Steve Jones of Energex Partners, said the impact of the new regulations on the African oil sector will be profound.
He said, “Compared to the global average, there are generally less complex refineries in Africa; there are government subsidies for road-fuel; there is a higher dependence on imported fuels (which are expected to increase in price); and a higher proportion of power generation fed by high sulphur fuels. The challenges posed by the new regulations must be understood and prepared for by all those affected.
“There are knock-on effects all the way through to the African oil industry. For African producers who produce sweet crude, it is a very good thing; that crude will become more valuable for the African refiners because of their low complexity.
“It can be a good thing if they can access sweet crudes and run their basic distillation units with sweet crude,” he stated.
The Director-General of the Nigerian Maritime Administration and Safety Agency (NIMASA) Dr. Dakuku Peterside, stated that NIMASA would strictly implement the IMO 2020 sulphur cap.
Peterside believes that the 2020 regulation on fuels will bring more energy efficiency and it will also control better the environmental pollution.
He specifically said Nigeria couldn’t afford to comply with the sulphur cap, which will also mitigate global warming and other related environmental issues.
Secretary-General, IMO Kitack Lim, said: “For the past three years, IMO Member States, the shipping industry and fuel oil suppliers have been working tirelessly to prepare for this major change in the sulphur content of ships’ fuel oil.
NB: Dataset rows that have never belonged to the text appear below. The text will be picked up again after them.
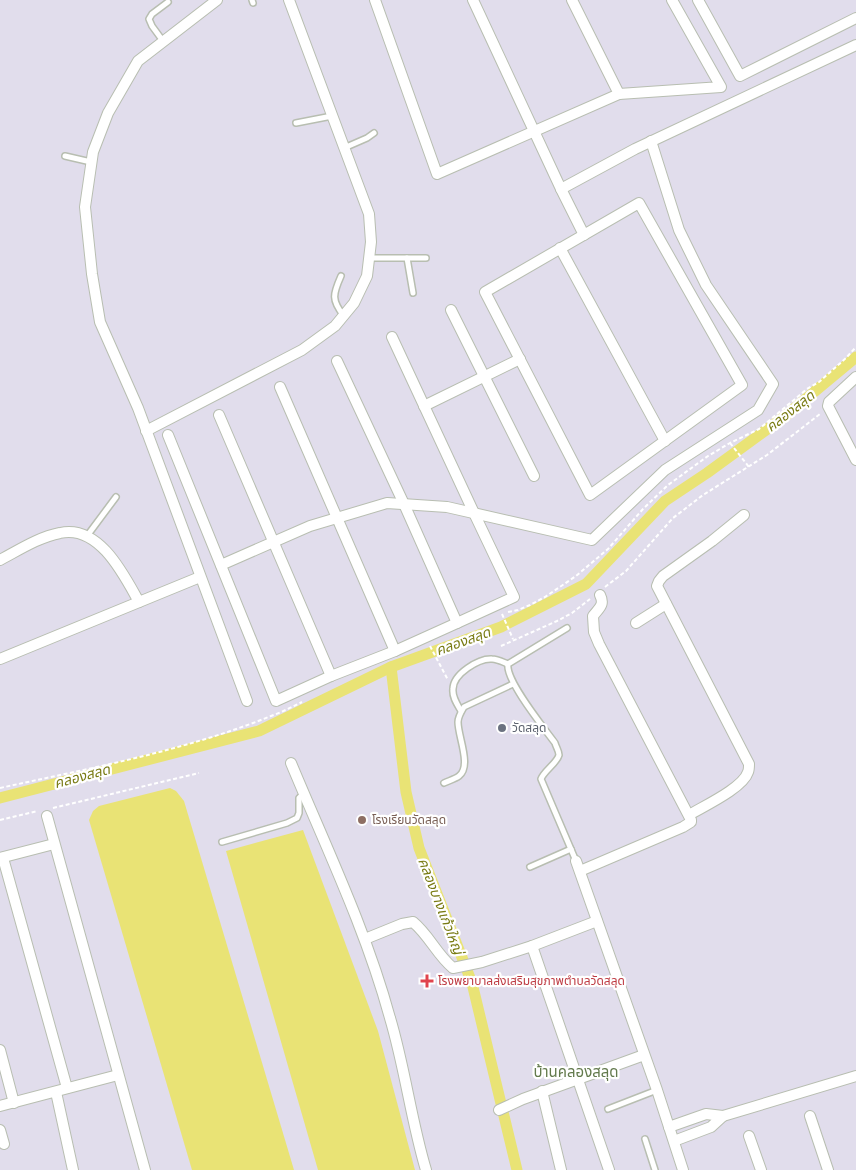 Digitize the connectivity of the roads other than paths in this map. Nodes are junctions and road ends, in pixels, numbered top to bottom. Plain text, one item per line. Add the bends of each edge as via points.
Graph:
1 (289, 0) edge
2 (375, 0) edge
3 (473, 0) edge
4 (572, 0) edge
5 (672, 0) edge
6 (698, 0) edge
7 (168, 2) dead end
8 (214, 2) edge
9 (856, 18) edge
10 (163, 41) junction
11 (856, 45) edge
12 (620, 94) junction
13 (332, 116) junction
14 (296, 124) dead end
15 (534, 131) junction
16 (374, 133) dead end
17 (651, 141) junction
18 (344, 148) junction
19 (65, 156) dead end
20 (91, 162) junction
21 (560, 188) junction
22 (584, 235) junction
23 (560, 248) junction
24 (369, 258) junction
25 (407, 258) junction
26 (426, 258) dead end
27 (342, 276) dead end
28 (413, 293) dead end
29 (451, 310) dead end
30 (344, 316) junction
31 (392, 336) dead end
32 (520, 358) junction
33 (337, 362) dead end
34 (485, 376) junction
35 (856, 377) edge
36 (280, 387) dead end
37 (424, 406) junction
38 (219, 415) dead end
39 (146, 431) junction
40 (168, 435) dead end
41 (665, 441) junction
42 (856, 460) edge
43 (534, 476) dead end
44 (116, 497) dead end
45 (404, 504) junction
46 (474, 513) junction
47 (744, 515) dead end
48 (337, 518) junction
49 (87, 536) junction
50 (274, 542) junction
51 (0, 560) edge
52 (221, 565) junction
53 (200, 577) junction
54 (599, 593) road end
55 (139, 602) junction
56 (666, 604) junction
57 (636, 623) dead end
58 (457, 624) junction
59 (567, 628) dead end
60 (395, 650) junction
61 (0, 659) edge
62 (508, 664) junction
63 (331, 676) junction
64 (513, 684) junction
65 (247, 701) dead end
66 (461, 711) junction
67 (291, 762) dead end
68 (444, 783) dead end
69 (304, 793) junction
70 (46, 812) road end
71 (689, 815) junction
72 (222, 842) dead end
73 (54, 844) junction
74 (571, 849) junction
75 (2, 858) edge
76 (578, 866) junction
77 (530, 867) dead end
78 (597, 921) junction
79 (365, 939) junction
80 (532, 946) junction
81 (0, 1050) edge
82 (644, 1055) junction
83 (118, 1075) junction
84 (856, 1076) edge
85 (579, 1079) junction
86 (67, 1088) junction
87 (657, 1090) junction
88 (542, 1091) junction
89 (56, 1092) junction
90 (14, 1103) junction
91 (0, 1106) edge
92 (608, 1109) dead end
93 (500, 1110) dead end
94 (723, 1116) junction
95 (810, 1116) dead end
96 (669, 1127) junction
97 (0, 1130) edge
98 (749, 1136) dead end
99 (645, 1139) dead end
100 (674, 1141) junction
101 (4, 1144) dead end
102 (73, 1170) edge
103 (145, 1170) edge
104 (426, 1170) edge
105 (561, 1170) edge
106 (610, 1170) edge
107 (655, 1170) edge
108 (683, 1170) edge
109 (761, 1170) edge
110 (828, 1170) edge

1 - 13 street
2 - 15 street via 437,174
3 - 15 street
4 - 12 street
5 - 12 street via 721,87
6 - 9 street via 740,76
7 - 10 lane via 149,19
8 - 10 street
10 - 20 street via 138,61 108,113
11 - 17 street
12 - 15 street
13 - 14 lane
13 - 18 street
15 - 21 street
16 - 18 lane
17 - 21 street
17 - 46 street via 679,230 706,285 773,384 758,410 665,470 592,540
18 - 24 street via 369,214
19 - 20 lane
20 - 39 street via 85,207 100,322
21 - 22 street
22 - 23 street
22 - 41 street via 639,203 742,385
23 - 32 street via 485,292
23 - 41 street
24 - 25 lane
24 - 30 street via 367,276
25 - 26 lane
25 - 28 lane
27 - 30 lane via 334,298
29 - 34 street
30 - 39 street via 302,350
31 - 37 street
32 - 34 street
32 - 41 street via 590,495
33 - 45 street
34 - 37 street
34 - 43 street
35 - 42 street via 828,406
36 - 48 street
37 - 46 street
38 - 50 street
39 - 53 street
40 - 52 street
44 - 49 lane
45 - 46 street via 447,507
45 - 48 street via 387,503
45 - 58 street
46 - 58 street via 514,596
47 - 56 street via 659,581 656,586
48 - 50 street
48 - 60 street
49 - 51 street via 61,532
49 - 55 street via 101,546 124,575
50 - 52 street
50 - 63 street
52 - 63 street via 276,701
53 - 55 street
53 - 65 street
54 - 71 street via 602,604 593,616 594,632
55 - 61 street
56 - 57 street
56 - 71 street via 749,764 743,781
58 - 60 street
59 - 62 lane
60 - 63 street
62 - 64 lane
62 - 66 lane via 490,658 462,671 453,685 454,698
64 - 66 lane
64 - 74 lane via 558,751 557,759 541,779
66 - 68 lane via 458,721 465,768 459,776
67 - 69 street
69 - 72 lane via 299,798 297,818
69 - 79 street
70 - 73 street
71 - 76 street via 691,822 683,827
73 - 75 street
73 - 83 street
74 - 76 lane
74 - 77 lane
75 - 86 street
76 - 78 street
78 - 80 street
78 - 82 street
79 - 80 street via 413,922 453,968
79 - 104 street via 390,1018
80 - 85 street
81 - 90 street
82 - 85 street
82 - 87 street
83 - 86 street
83 - 103 street
84 - 94 street
85 - 88 street
85 - 106 street
86 - 89 street
87 - 92 lane
87 - 96 street
88 - 93 street
88 - 105 street
89 - 90 street
89 - 102 street
90 - 91 street
94 - 96 street via 706,1114
94 - 100 street via 711,1128
95 - 110 street
96 - 100 street
97 - 101 street
98 - 109 street
99 - 107 lane
100 - 108 street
I am confident that the benefits will soon be felt and that implementation will be smooth.”
He added: “I am very appreciative of all the efforts made by refineries, ship owners, seafarers, industry organizations and others in preparing for this hugely important change – which will have significant positive benefits for human health and the environment.”
Secretary-General of the International Chamber of Shipping (ICS), Guy Platten, said the group which represents 80 per cent of the global shipping industry, is proposing a $2 levy on every tonne of fuel consumed by ships, raising $500m a year that would be devoted to research and development of zero-carbon vessels.
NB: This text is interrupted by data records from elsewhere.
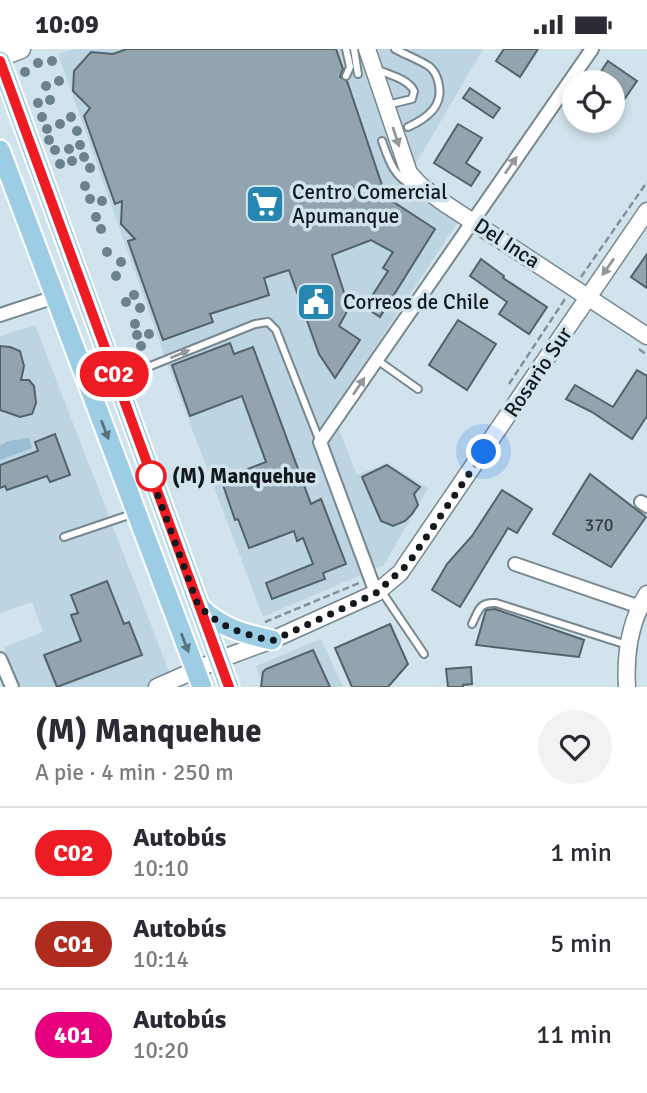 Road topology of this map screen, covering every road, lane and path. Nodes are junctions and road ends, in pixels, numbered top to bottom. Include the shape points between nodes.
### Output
1 (21, 49) edge
2 (346, 49) edge
3 (354, 49) edge
4 (367, 49) edge
5 (395, 49) edge
6 (592, 49) edge
7 (0, 59) edge
8 (366, 71) junction
9 (345, 76) dead end
10 (386, 105) junction
11 (408, 127) dead end
12 (382, 142) dead end
13 (0, 150) edge
14 (647, 182) edge
15 (444, 203) junction
16 (647, 211) edge
17 (472, 221) junction
18 (574, 287) junction
19 (588, 296) junction
20 (55, 297) junction
21 (0, 315) edge
22 (647, 336) edge
23 (377, 360) junction
24 (116, 380) junction
25 (418, 389) dead end
26 (504, 392) dead end
27 (320, 442) junction
28 (136, 512) junction
29 (64, 537) dead end
30 (515, 564) dead end
31 (376, 587) junction
32 (643, 600) edge
33 (198, 605) junction
34 (472, 624) dead end
35 (268, 631) junction
36 (627, 645) junction
37 (424, 654) dead end
38 (0, 659) edge
39 (218, 660) junction
40 (199, 679) edge
41 (12, 687) edge
42 (157, 687) edge
43 (229, 687) edge
44 (627, 687) edge

1 - 7 main road
2 - 9 lane via 350,67
3 - 8 lane
4 - 8 street, Del Inca
5 - 11 lane via 431,68 439,84 437,105
17 -> 6 street
7 - 24 main road
8 - 10 street, Del Inca
8 - 10 lane via 406,82 414,91 412,99
10 -> 15 street, Del Inca via 409,173
12 - 15 lane via 397,175
13 - 20 main road
14 - 18 path
15 - 17 street, Del Inca
16 -> 19 street, Rosario Sur
17 - 18 street, Del Inca
17 - 23 street
18 - 19 street, Del Inca
18 - 26 path
19 - 22 street, Del Inca
19 - 31 street, Rosario Sur via 408,564
20 - 21 street
20 -> 28 main road
23 - 25 lane
27 -> 23 street
24 -> 27 lane via 268,321 276,330
24 - 33 main road
27 - 31 street
28 - 29 lane
28 -> 40 main road
30 - 32 street
31 - 35 street, Rosario Sur
31 - 35 path
31 - 37 lane
32 - 36 street
33 - 35 main road via 229,628
33 - 39 main road
34 - 36 lane via 481,606 496,603
35 - 39 street, Rosario Sur
36 - 44 street
38 - 41 street
39 - 40 street, Rosario Sur
39 - 43 main road
40 - 42 street, Rosario Sur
Platten said: “This is a very positive proposal. We need to get to zero carbon [for shipping] and this is a transparent mechanism for raising funds that we need to help us do that. We have worked for years on this with the support of our members.”
President, Cyprus Shipping Chamber, Philippos Philis, said the group has also called on the authorities to have a “realistic and pragmatic approach” when enforcing the reduced sulphur emission controls for ships.
He said: “There is no doubt that the new regulation will have great environmental and human health benefits. The Cyprus shipping industry has supported the implementation of the regulation,”
“We urge bunker fuel suppliers to ensure the supply of safe and compliant fuel and at the same time we call on governments and their port state control authorities to provide consistency and a common-sense approach to enforcement during the initial weeks of implementation, provided shipowners can demonstrate they have done everything in their power to comply.
“The global shipping industry is determined to address the environmental impacts of shipping so that we can continue to drive global trade sustainably,” Philis said.